=== Section Start ===
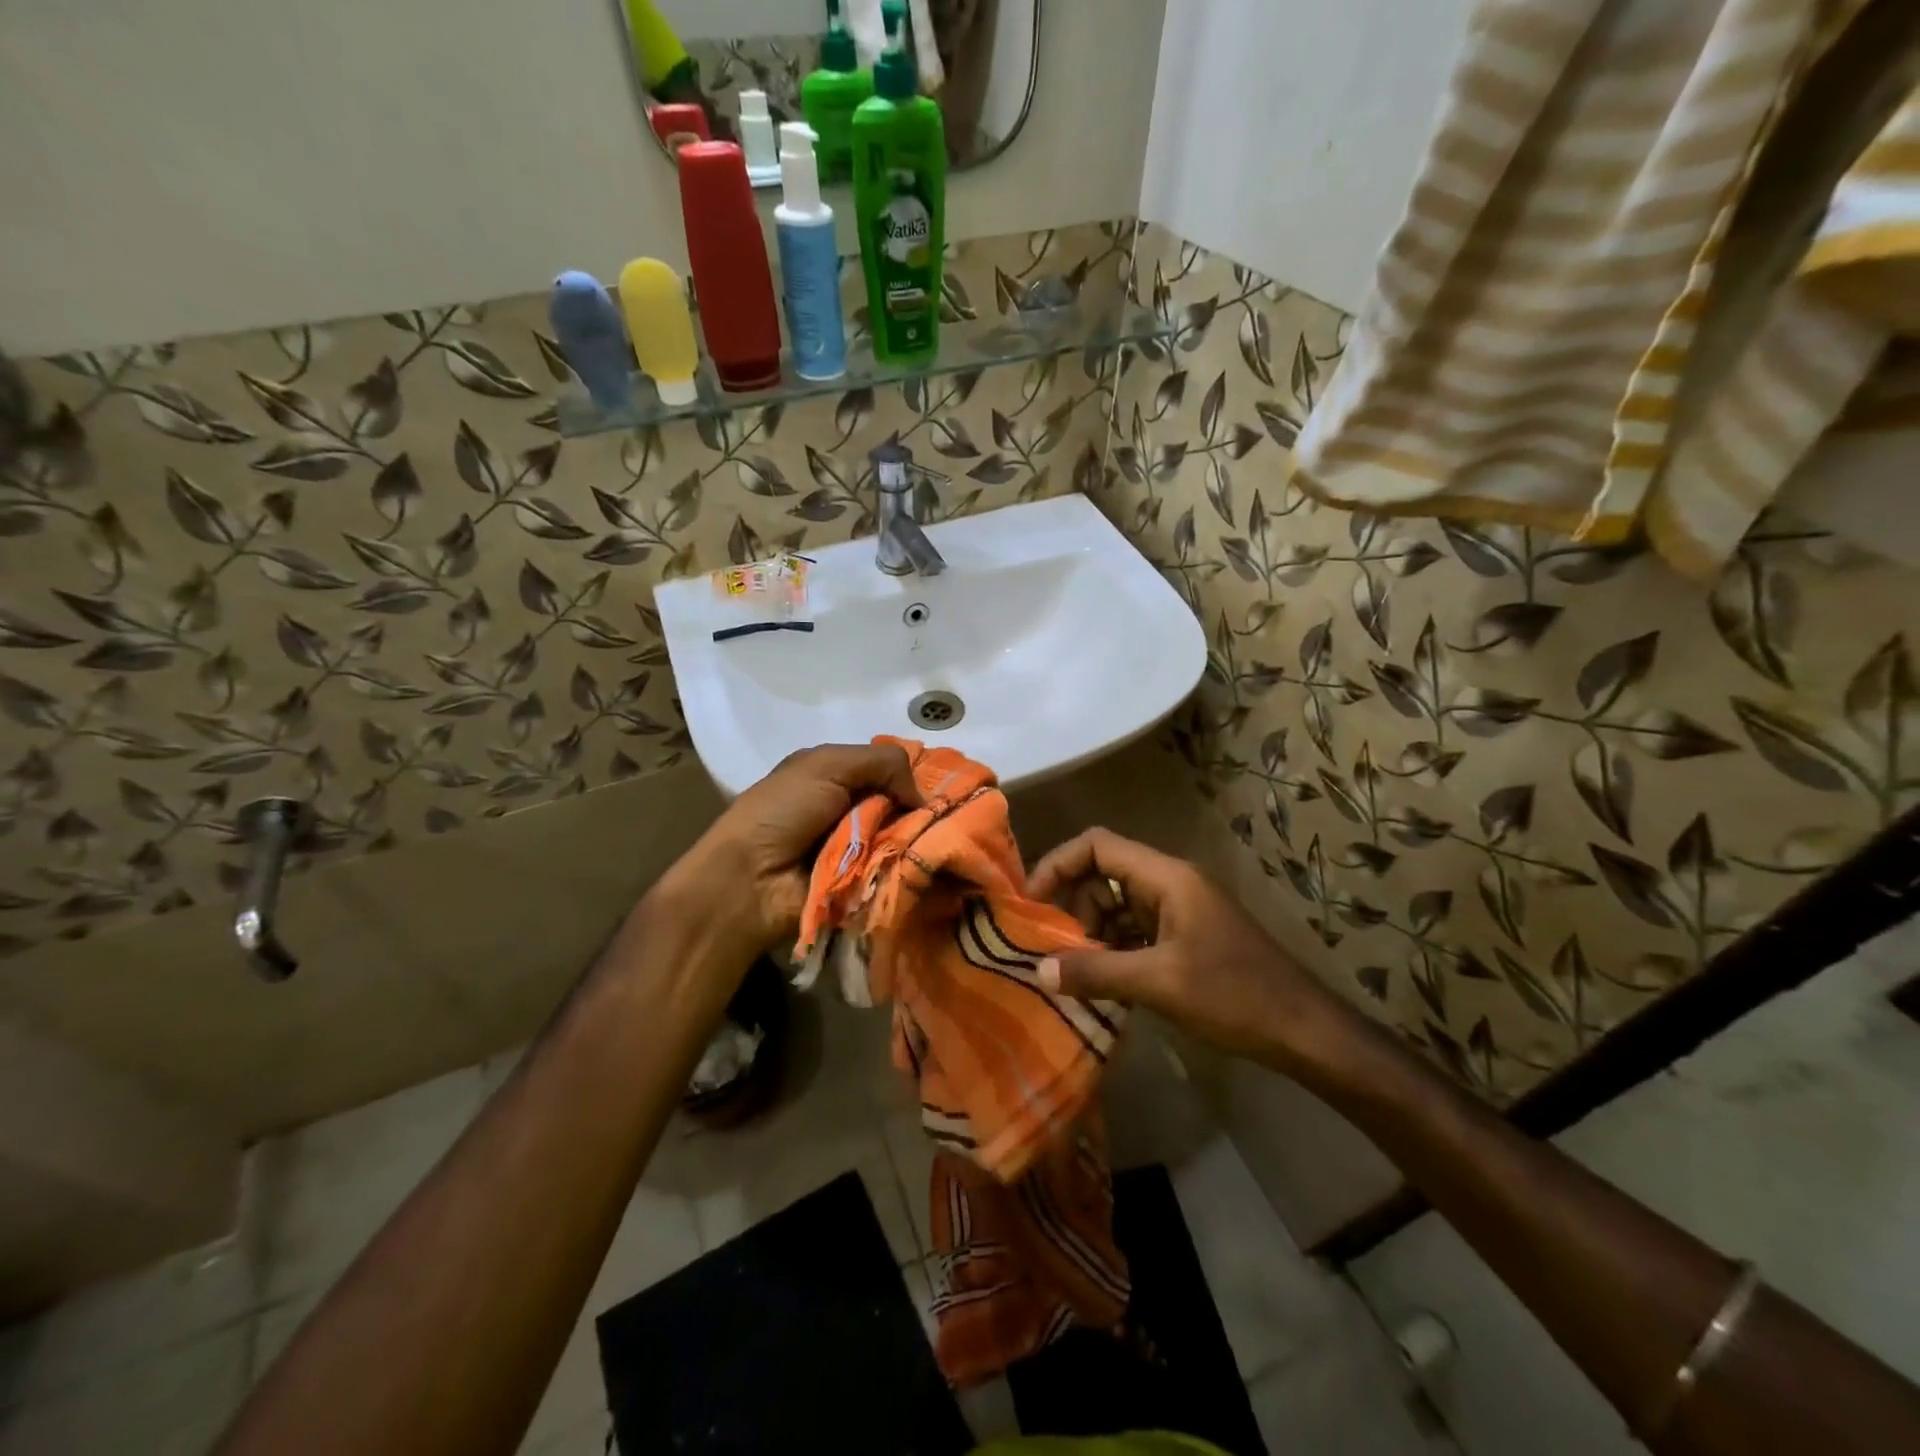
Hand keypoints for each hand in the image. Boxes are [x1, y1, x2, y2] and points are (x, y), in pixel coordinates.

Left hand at [665, 742, 922, 954]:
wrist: (751, 879)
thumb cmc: (782, 811)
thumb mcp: (827, 765)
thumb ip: (882, 762)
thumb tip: (921, 795)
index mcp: (836, 775)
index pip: (889, 769)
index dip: (913, 776)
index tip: (945, 785)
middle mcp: (849, 809)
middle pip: (902, 805)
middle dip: (921, 811)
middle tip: (948, 818)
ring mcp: (857, 848)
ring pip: (905, 838)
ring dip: (918, 840)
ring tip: (943, 842)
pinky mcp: (863, 882)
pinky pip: (897, 870)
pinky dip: (910, 866)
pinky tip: (929, 863)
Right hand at [1027, 827, 1345, 1070]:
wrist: (1304, 1030)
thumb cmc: (1234, 996)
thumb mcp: (1158, 984)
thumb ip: (1096, 971)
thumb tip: (1038, 969)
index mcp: (1166, 877)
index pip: (1097, 846)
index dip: (1058, 864)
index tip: (1031, 902)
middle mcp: (1170, 883)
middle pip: (1103, 874)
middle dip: (1073, 907)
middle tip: (1053, 950)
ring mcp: (1179, 909)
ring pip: (1116, 904)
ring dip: (1091, 932)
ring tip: (1073, 971)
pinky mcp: (1184, 935)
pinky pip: (1134, 929)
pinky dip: (1112, 948)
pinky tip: (1102, 981)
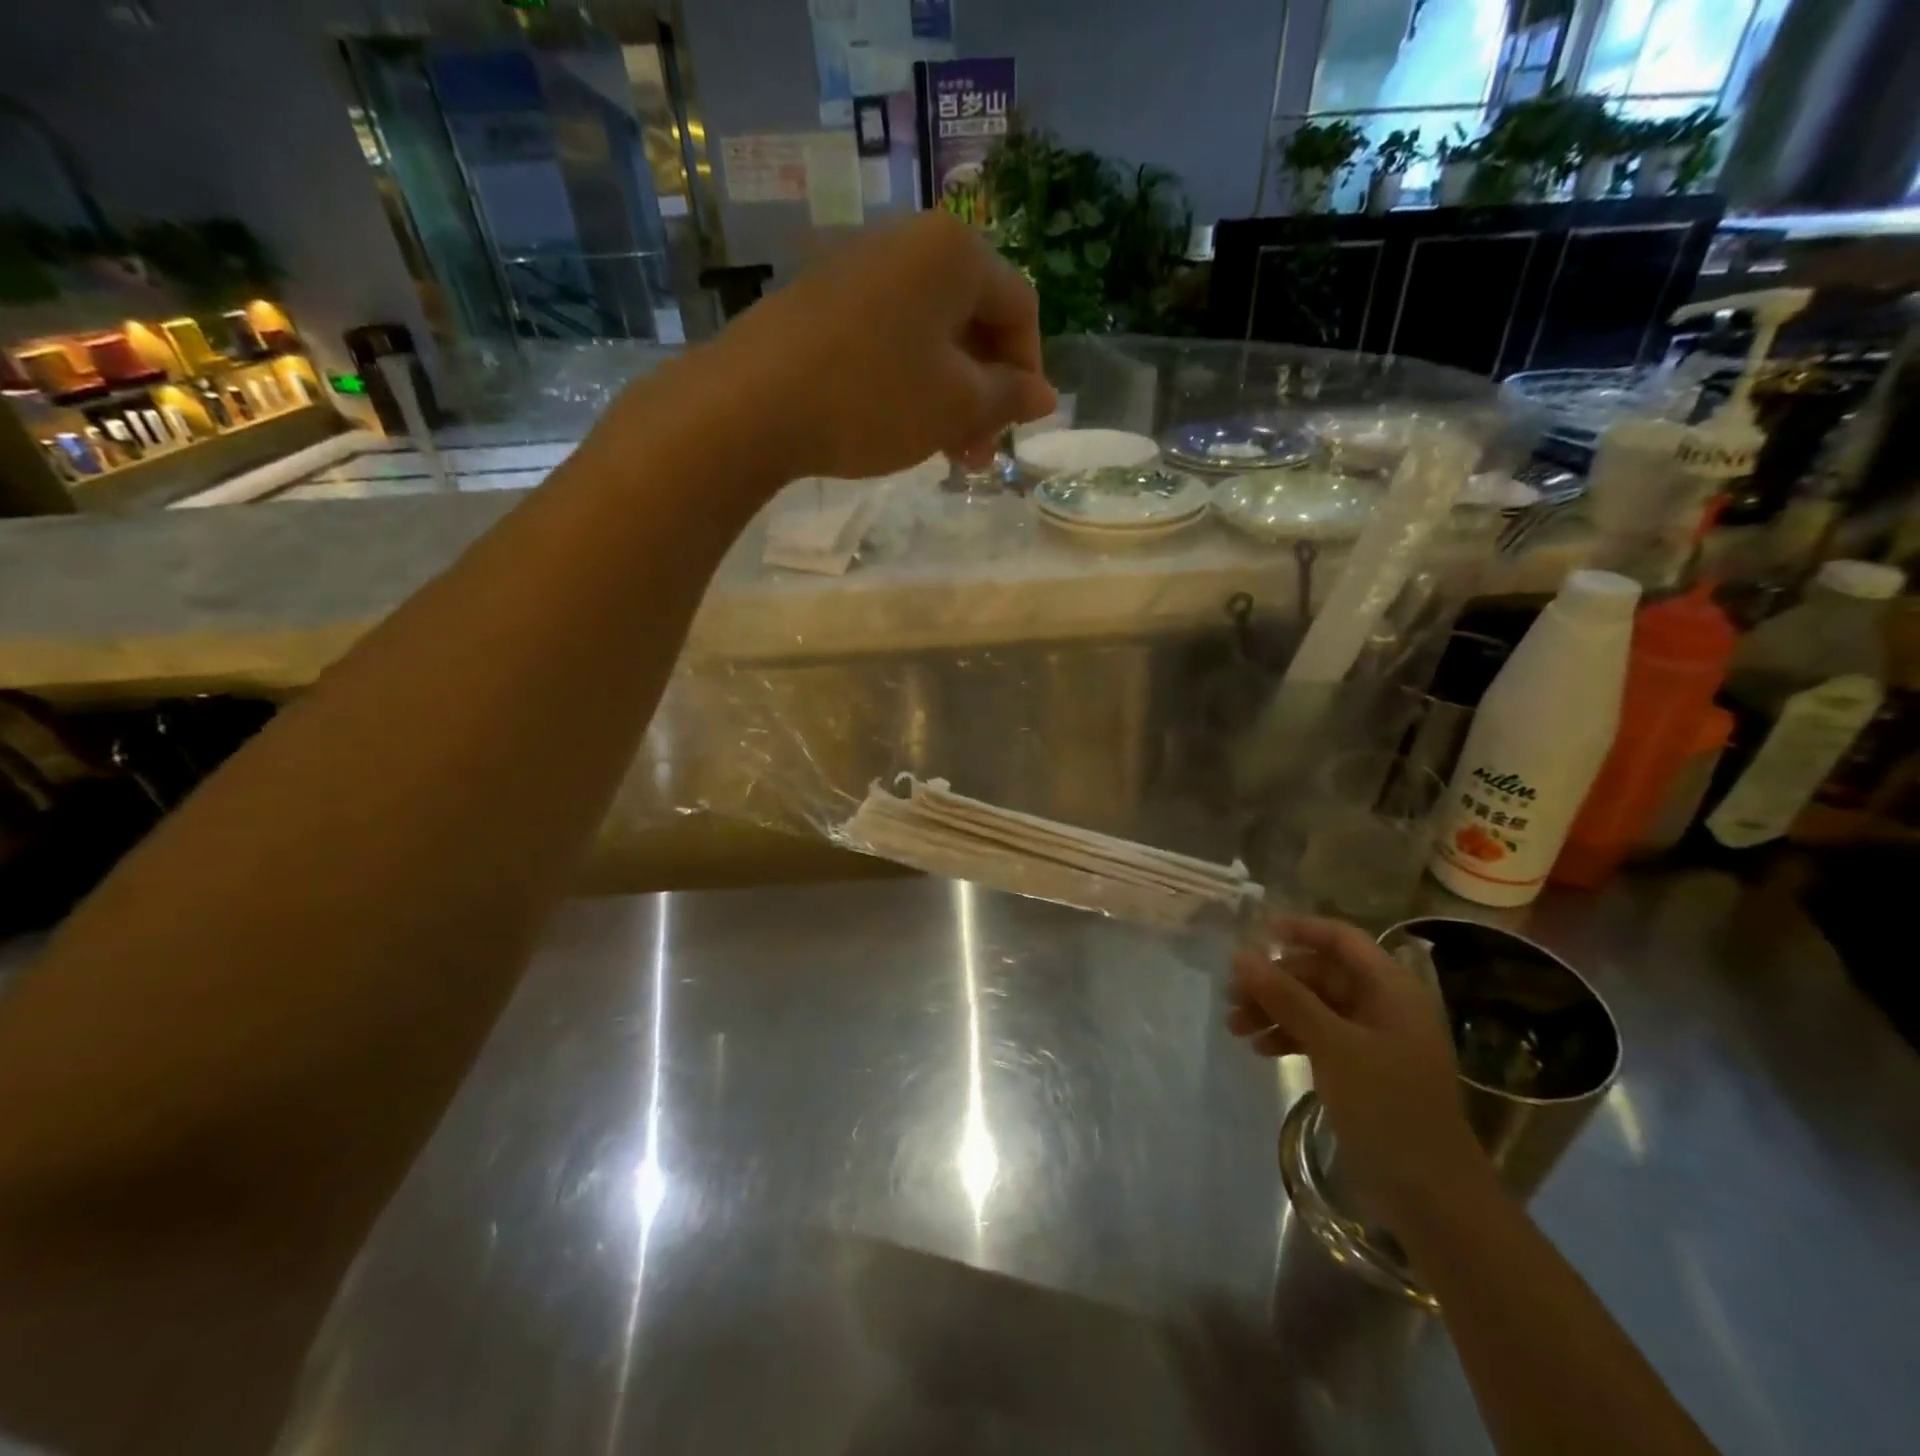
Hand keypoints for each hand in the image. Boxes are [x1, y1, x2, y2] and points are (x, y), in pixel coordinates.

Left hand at [704, 212, 1056, 480]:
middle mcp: (909, 243)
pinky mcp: (823, 299)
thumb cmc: (874, 398)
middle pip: (973, 321)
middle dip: (985, 393)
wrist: (752, 404)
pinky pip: (889, 338)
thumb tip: (1045, 394)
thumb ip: (1009, 397)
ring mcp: (860, 268)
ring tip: (943, 453)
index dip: (1029, 373)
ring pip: (930, 336)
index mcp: (954, 252)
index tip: (1018, 427)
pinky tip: (900, 427)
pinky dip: (909, 382)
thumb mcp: (956, 406)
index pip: (1020, 308)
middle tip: (978, 453)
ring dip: (949, 396)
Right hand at [1229, 916, 1490, 1232]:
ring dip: (1274, 1011)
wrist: (1432, 1198)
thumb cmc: (1388, 1108)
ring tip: (1235, 1027)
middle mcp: (1384, 1007)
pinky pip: (1318, 1037)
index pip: (1342, 939)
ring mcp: (1373, 1041)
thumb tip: (1241, 956)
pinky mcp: (1362, 1071)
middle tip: (1232, 996)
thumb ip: (1286, 997)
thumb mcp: (1333, 1046)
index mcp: (1392, 990)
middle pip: (1321, 974)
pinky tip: (1260, 1050)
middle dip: (1275, 981)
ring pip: (1314, 1007)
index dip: (1300, 929)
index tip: (1255, 935)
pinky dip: (1288, 1037)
=== Section End ===
REQUIRED WORK
Return the full material word for word. Do not include the pictures.

RESPONSE
Hand keypoints for each hand in the image. Boxes are [x1, y1, x2, y2] and points are (x, y), in pixel coordinates.

Left hand at [665, 742, 922, 954]:
wrist: (751, 879)
thumb cmc: (782, 811)
thumb mcp: (827, 765)
thumb ip: (882, 762)
thumb tip: (921, 795)
index mcp: (836, 775)
index pip: (889, 769)
index dip: (913, 776)
index tip: (945, 785)
middle mcp: (849, 809)
middle pip: (902, 805)
middle dip: (921, 811)
middle tip: (948, 818)
ring mcp: (857, 848)
ring pip: (905, 838)
ring dip: (918, 840)
ring tip: (943, 842)
pinky mcp: (863, 882)
pinky pip: (897, 870)
pinky dip: (910, 866)
pinky tip: (929, 863)
Right hand at [1027, 827, 1345, 1070]:
wrist: (1304, 1030)
thumb cmc: (1234, 996)
thumb mcp: (1158, 984)
thumb ip: (1096, 971)
thumb tip: (1038, 969)
index mcp: (1166, 877)
index pip: (1097, 846)
index dip: (1058, 864)
index tip: (1031, 902)
middle mcp: (1170, 883)
middle pip: (1103, 874)
middle dip: (1073, 907)
middle tip: (1053, 950)
ring mcp: (1179, 909)
ring pip: (1116, 904)
ring dip: (1091, 932)
ring tip: (1073, 971)
pinky mcp: (1184, 935)
pinky pip: (1134, 929)
pinky dip: (1112, 948)
pinky tip: (1102, 981)
Hand keypoints for each hand in the image. Boxes are [x1, y1, x2, y2] and points are (x, y), in pixel coordinates.

Left hand at [704, 212, 1056, 480]:
middle mcp: (909, 243)
pinky mcp: (823, 299)
thumb cmc: (874, 398)
middle pip: (973, 321)
middle dip: (985, 393)
wrist: (752, 404)
pinky pip: (889, 338)
thumb tip: (1045, 394)
thumb ip: (1009, 397)
ring mcp: (860, 268)
ring tip: (943, 453)
index dip: (1029, 373)
ring pip: (930, 336)
index mcp: (954, 252)
index tip: (1018, 427)
pinky tip: (900, 427)
pinky dip: (909, 382)
thumb mcp: (956, 406)
index pip: (1020, 308)
middle tip: (978, 453)
ring dip: (949, 396)
Right hand at [1229, 916, 1490, 1232]:
ring dip: (1274, 1011)
wrist: (1432, 1198)
thumb cmc: (1388, 1108)
ring tip: (1235, 1027)
middle mcp: (1384, 1007)
pinky pip: (1318, 1037)
index pip: (1342, 939)
ring mcp: (1373, 1041)
thumb tip: (1241, 956)
pinky mcp: (1362, 1071)
middle tip: (1232, 996)
thumb ip: (1286, 997)
thumb mcp: (1333, 1046)
index mcp: (1392, 990)
middle pip: (1321, 974)
pinky tip: (1260, 1050)
middle dip: (1275, 981)
ring pip: (1314, 1007)
index dip: (1300, 929)
index tip: (1255, 935)
pinky dip: (1288, 1037)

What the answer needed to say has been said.